__WHAT THE TASK ASKS__: Nothing but an exact copy of the records below counts as the answer.
═══ LISTED ENTRIES
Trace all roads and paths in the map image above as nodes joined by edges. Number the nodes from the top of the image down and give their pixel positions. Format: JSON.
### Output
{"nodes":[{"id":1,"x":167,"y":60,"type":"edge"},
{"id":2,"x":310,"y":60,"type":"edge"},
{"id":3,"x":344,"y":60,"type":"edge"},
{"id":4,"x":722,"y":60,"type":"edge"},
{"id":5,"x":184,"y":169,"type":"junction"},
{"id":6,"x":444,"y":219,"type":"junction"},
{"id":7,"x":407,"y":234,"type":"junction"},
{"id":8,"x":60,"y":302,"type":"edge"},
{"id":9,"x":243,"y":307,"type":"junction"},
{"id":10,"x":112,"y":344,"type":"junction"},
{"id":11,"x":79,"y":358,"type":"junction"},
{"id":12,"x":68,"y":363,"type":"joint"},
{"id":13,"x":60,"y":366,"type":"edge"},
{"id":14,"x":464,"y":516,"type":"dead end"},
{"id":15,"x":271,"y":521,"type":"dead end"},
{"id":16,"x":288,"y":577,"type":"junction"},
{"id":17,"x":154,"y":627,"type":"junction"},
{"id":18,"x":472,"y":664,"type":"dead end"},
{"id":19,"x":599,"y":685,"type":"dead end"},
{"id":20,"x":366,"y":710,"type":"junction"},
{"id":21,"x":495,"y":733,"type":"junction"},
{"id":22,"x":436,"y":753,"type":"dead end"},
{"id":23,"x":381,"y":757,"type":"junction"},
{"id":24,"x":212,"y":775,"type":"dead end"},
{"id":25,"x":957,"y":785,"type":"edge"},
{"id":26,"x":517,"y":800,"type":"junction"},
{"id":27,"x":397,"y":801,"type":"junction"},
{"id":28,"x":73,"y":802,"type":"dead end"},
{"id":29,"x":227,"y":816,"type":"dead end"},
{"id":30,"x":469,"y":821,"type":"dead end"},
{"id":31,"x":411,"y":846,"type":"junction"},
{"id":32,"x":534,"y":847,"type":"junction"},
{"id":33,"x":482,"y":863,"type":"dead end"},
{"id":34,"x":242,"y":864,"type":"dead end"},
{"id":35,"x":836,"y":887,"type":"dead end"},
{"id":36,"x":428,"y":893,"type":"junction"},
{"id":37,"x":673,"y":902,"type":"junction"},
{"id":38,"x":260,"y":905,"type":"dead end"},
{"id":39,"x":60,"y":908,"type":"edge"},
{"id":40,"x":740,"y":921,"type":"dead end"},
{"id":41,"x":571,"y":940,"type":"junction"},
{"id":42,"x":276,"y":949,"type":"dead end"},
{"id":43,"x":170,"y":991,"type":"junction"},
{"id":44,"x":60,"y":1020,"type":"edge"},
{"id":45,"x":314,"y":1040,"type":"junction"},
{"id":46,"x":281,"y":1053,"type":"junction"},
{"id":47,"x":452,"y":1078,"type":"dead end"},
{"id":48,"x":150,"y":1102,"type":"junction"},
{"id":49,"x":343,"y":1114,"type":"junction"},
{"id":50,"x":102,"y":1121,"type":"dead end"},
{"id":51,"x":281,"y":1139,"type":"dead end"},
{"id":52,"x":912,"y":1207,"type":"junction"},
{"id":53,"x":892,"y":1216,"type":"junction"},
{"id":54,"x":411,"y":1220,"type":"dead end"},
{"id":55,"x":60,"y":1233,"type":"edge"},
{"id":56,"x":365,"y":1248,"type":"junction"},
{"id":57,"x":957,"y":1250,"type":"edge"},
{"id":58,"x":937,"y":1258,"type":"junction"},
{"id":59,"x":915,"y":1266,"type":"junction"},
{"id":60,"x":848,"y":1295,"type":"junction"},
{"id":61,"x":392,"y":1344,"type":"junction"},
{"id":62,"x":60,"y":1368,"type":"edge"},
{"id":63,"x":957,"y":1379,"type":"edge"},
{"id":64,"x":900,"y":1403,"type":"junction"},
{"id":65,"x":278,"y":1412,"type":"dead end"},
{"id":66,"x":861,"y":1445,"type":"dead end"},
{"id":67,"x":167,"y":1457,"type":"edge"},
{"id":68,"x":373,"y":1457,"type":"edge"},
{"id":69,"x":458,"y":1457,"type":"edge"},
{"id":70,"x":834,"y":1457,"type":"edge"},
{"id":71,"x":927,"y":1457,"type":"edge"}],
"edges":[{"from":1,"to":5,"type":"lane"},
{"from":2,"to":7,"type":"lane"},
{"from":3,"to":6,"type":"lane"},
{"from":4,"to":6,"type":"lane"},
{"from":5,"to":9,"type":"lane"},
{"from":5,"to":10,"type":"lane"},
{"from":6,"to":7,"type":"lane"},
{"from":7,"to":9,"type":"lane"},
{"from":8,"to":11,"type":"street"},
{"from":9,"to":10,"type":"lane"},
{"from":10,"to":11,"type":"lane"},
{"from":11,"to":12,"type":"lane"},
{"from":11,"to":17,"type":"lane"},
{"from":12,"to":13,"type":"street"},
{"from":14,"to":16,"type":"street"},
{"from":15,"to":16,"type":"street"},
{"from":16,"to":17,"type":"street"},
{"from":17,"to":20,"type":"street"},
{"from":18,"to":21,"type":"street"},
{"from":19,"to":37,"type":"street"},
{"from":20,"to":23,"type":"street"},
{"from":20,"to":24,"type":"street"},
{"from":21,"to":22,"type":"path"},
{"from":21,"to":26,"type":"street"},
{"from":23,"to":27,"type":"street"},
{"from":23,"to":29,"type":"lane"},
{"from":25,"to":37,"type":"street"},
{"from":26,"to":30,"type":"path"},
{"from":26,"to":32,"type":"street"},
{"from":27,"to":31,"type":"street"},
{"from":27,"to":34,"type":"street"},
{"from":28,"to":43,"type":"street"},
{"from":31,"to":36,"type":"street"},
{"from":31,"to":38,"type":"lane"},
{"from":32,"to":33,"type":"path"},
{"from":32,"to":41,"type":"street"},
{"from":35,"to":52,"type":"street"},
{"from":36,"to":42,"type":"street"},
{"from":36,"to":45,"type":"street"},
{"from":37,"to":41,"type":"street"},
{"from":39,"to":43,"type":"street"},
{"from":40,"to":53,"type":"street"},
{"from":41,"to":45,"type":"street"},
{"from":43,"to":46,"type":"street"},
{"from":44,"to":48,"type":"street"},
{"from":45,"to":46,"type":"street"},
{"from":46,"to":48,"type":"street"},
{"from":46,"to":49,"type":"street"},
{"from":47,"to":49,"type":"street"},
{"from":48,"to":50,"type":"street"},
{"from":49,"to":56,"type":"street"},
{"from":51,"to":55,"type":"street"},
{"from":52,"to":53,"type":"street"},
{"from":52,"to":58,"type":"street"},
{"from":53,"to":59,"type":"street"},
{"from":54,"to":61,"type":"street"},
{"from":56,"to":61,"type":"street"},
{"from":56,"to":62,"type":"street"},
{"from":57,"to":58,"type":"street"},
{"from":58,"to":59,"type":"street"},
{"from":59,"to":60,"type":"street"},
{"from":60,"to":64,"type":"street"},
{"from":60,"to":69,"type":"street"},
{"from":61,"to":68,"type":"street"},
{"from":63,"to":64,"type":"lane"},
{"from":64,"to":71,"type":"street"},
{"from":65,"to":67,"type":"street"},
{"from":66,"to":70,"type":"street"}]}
══════
__OUTPUT FOR THIS TASK__:
Trace all roads and paths in the map image above as nodes joined by edges. Number the nodes from the top of the image down and give their pixel positions. Format: JSON.
### Output
{"nodes":[{"id":1,"x":167,"y":60,"type":"edge"},
{"id":2,"x":310,"y":60,"type":"edge"},
{"id":3,"x":344,"y":60,"type":"edge"},
{"id":4,"x":722,"y":60,"type":"edge"},
{"id":5,"x":184,"y":169,"type":"junction"},
{"id":6,"x":444,"y":219,"type":"junction"},
{"id":7,"x":407,"y":234,"type":"junction"},
{"id":8,"x":60,"y":302,"type":"edge"},
{"id":9,"x":243,"y":307,"type":"junction"},
{"id":10,"x":112,"y":344,"type":"junction"},
{"id":11,"x":79,"y":358,"type":"junction"},
{"id":12,"x":68,"y":363,"type":"joint"},
{"id":13,"x":60,"y":366,"type":"edge"},
{"id":14,"x":464,"y":516,"type":"dead end"},
{"id":15,"x":271,"y":521,"type":"dead end"},
{"id":16,"x":288,"y":577,"type":"junction"},
{"id":17,"x":154,"y":627,"type":"junction"},
{"id":18,"x":472,"y":664,"type":"dead end"},
{"id":19,"x":599,"y":685,"type":"dead end"},
{"id":20,"x":366,"y":710,"type":"junction"},
{"id":21,"x":495,"y":733,"type":"junction"},
{"id":22,"x":436,"y":753,"type":"dead end"},
{"id":23,"x":381,"y":757,"type":"junction"},
{"id":24,"x":212,"y":775,"type":"dead end"},
{"id":25,"x":957,"y":785,"type":"edge"},
{"id":26,"x":517,"y":800,"type":"junction"},
{"id":27,"x":397,"y":801,"type":"junction"},
{"id":28,"x":73,"y":802,"type":"dead end"},
{"id":29,"x":227,"y":816,"type":"dead end"},
{"id":30,"x":469,"y":821,"type":"dead end"},
{"id":31,"x":411,"y":846,"type":"junction"},
{"id":32,"x":534,"y":847,"type":"junction"},
{"id":33,"x":482,"y":863,"type":"dead end"},
{"id":34,"x":242,"y":864,"type":"dead end"},
{"id":35,"x":836,"y":887,"type":"dead end"},
{"id":36,"x":428,"y":893,"type":"junction"},
{"id":37,"x":673,"y":902,"type":"junction"},
{"id":38,"x":260,"y":905,"type":"dead end"},
{"id":39,"x":60,"y":908,"type":"edge"},
{"id":40,"x":740,"y":921,"type":"dead end"},
{"id":41,"x":571,"y":940,"type":"junction"},
{"id":42,"x":276,"y":949,"type":"dead end"},
{"id":43,"x":170,"y":991,"type":"junction"},
{"id":44,"x":60,"y":1020,"type":"edge"},
{"id":45,"x":314,"y":1040,"type":"junction"},
{"id":46,"x":281,"y":1053,"type":"junction"},
{"id":47,"x":452,"y":1078,"type":"dead end"},
{"id":48,"x":150,"y":1102,"type":"junction"},
{"id":49,"x":343,"y":1114,"type":"junction"},
{"id":50,"x":102,"y":1121,"type":"dead end"},
{"id":51,"x":281,"y":1139,"type":"dead end"},
{"id":52,"x":912,"y":1207,"type":"junction"},
{"id":53,"x":892,"y":1216,"type":"junction"},
{"id":54,"x":411,"y":1220,"type":"dead end"},
{"id":55,"x":60,"y":1233,"type":"edge"},
{"id":56,"x":365,"y":1248,"type":"junction"},
{"id":57,"x":957,"y":1250,"type":"edge"},
{"id":58,"x":937,"y":1258,"type":"junction"},
{"id":59,"x":915,"y":1266,"type":"junction"},
{"id":60,"x":848,"y":1295,"type":"junction"},
{"id":61,"x":392,"y":1344,"type":"junction"},
{"id":62,"x":60,"y":1368,"type":"edge"},
{"id":63,"x":957,"y":1379,"type":"edge"},
{"id":64,"x":900,"y":1403,"type":"junction"},
{"id":65,"x":278,"y":1412,"type":"dead end"},
{"id":66,"x":861,"y":1445,"type":"dead end"},
{"id":67,"x":167,"y":1457,"type":"edge"},
{"id":68,"x":373,"y":1457,"type":"edge"},
{"id":69,"x":458,"y":1457,"type":"edge"},
{"id":70,"x":834,"y":1457,"type":"edge"},
{"id":71,"x":927,"y":1457,"type":"edge"}],
"edges":[{"from":1,"to":5,"type":"lane"},
{"from":2,"to":7,"type":"lane"},
{"from":3,"to":6,"type":"lane"},
{"from":4,"to":6,"type":"lane"},
{"from":5,"to":9,"type":"lane"},
{"from":5,"to":10,"type":"lane"},
{"from":6,"to":7,"type":"lane"},
{"from":7,"to":9,"type":"lane"},
{"from":8,"to":11,"type":"street"},
{"from":9,"to":10,"type":"lane"},
{"from":10,"to":11,"type":"lane"},
{"from":11,"to":12,"type":"lane"},
{"from":11,"to":17,"type":"lane"},
{"from":12,"to":13,"type":"street"},
{"from":14,"to":16,"type":"street"},
{"from":15,"to":16,"type":"street"},
{"from":16,"to":17,"type":"street"},
{"from":17,"to":20,"type":"street"},
{"from":18,"to":21,"type":"street"},
{"from":19,"to":37,"type":"street"},
{"from":20,"to":23,"type":"street"},
{"from":20,"to":24,"type":"street"},
{"from":21,"to":22,"type":"path"},
{"from":21,"to":26,"type":"street"},
{"from":23,"to":27,"type":"street"},
{"from":23,"to":29,"type":"lane"},
{"from":25,"to":37,"type":"street"},
{"from":26,"to":30,"type":"path"},
{"from":26,"to":32,"type":"street"},
{"from":27,"to":31,"type":"street"},
{"from":27,"to":34,"type":"street"},
{"from":28,"to":43,"type":"street"},
{"from":31,"to":36,"type":"street"},
{"from":31,"to":38,"type":"lane"},
{"from":32,"to":33,"type":"path"},
{"from":32,"to":41,"type":"street"},
{"from":35,"to":52,"type":"street"},
{"from":36,"to":42,"type":"street"},
{"from":36,"to":45,"type":"street"},
{"from":37,"to":41,"type":"street"},
{"from":39,"to":43,"type":"street"},
{"from":40,"to":53,"type":"street"},
{"from":41,"to":45,"type":"street"},
{"from":43,"to":46,"type":"street"},
{"from":44,"to":48,"type":"street"},
{"from":45,"to":46,"type":"street"},
{"from":46,"to":48,"type":"street"},
{"from":46,"to":49,"type":"street"},
{"from":47,"to":49,"type":"street"},
{"from":48,"to":50,"type":"street"},
{"from":49,"to":56,"type":"street"},
{"from":51,"to":55,"type":"street"},
{"from":52,"to":53,"type":"street"},
{"from":52,"to":58,"type":"street"},
{"from":53,"to":59,"type":"street"},
{"from":54,"to":61,"type":"street"},
{"from":56,"to":61,"type":"street"},
{"from":56,"to":62,"type":"street"},
{"from":57,"to":58,"type":"street"},
{"from":58,"to":59,"type":"street"},
{"from":59,"to":60,"type":"street"},
{"from":60,"to":64,"type":"street"},
{"from":60,"to":69,"type":"street"},
{"from":61,"to":68,"type":"street"},
{"from":63,"to":64,"type":"lane"},
{"from":64,"to":71,"type":"street"},
{"from":65,"to":67,"type":"street"},
{"from":66,"to":70,"type":"street"}]}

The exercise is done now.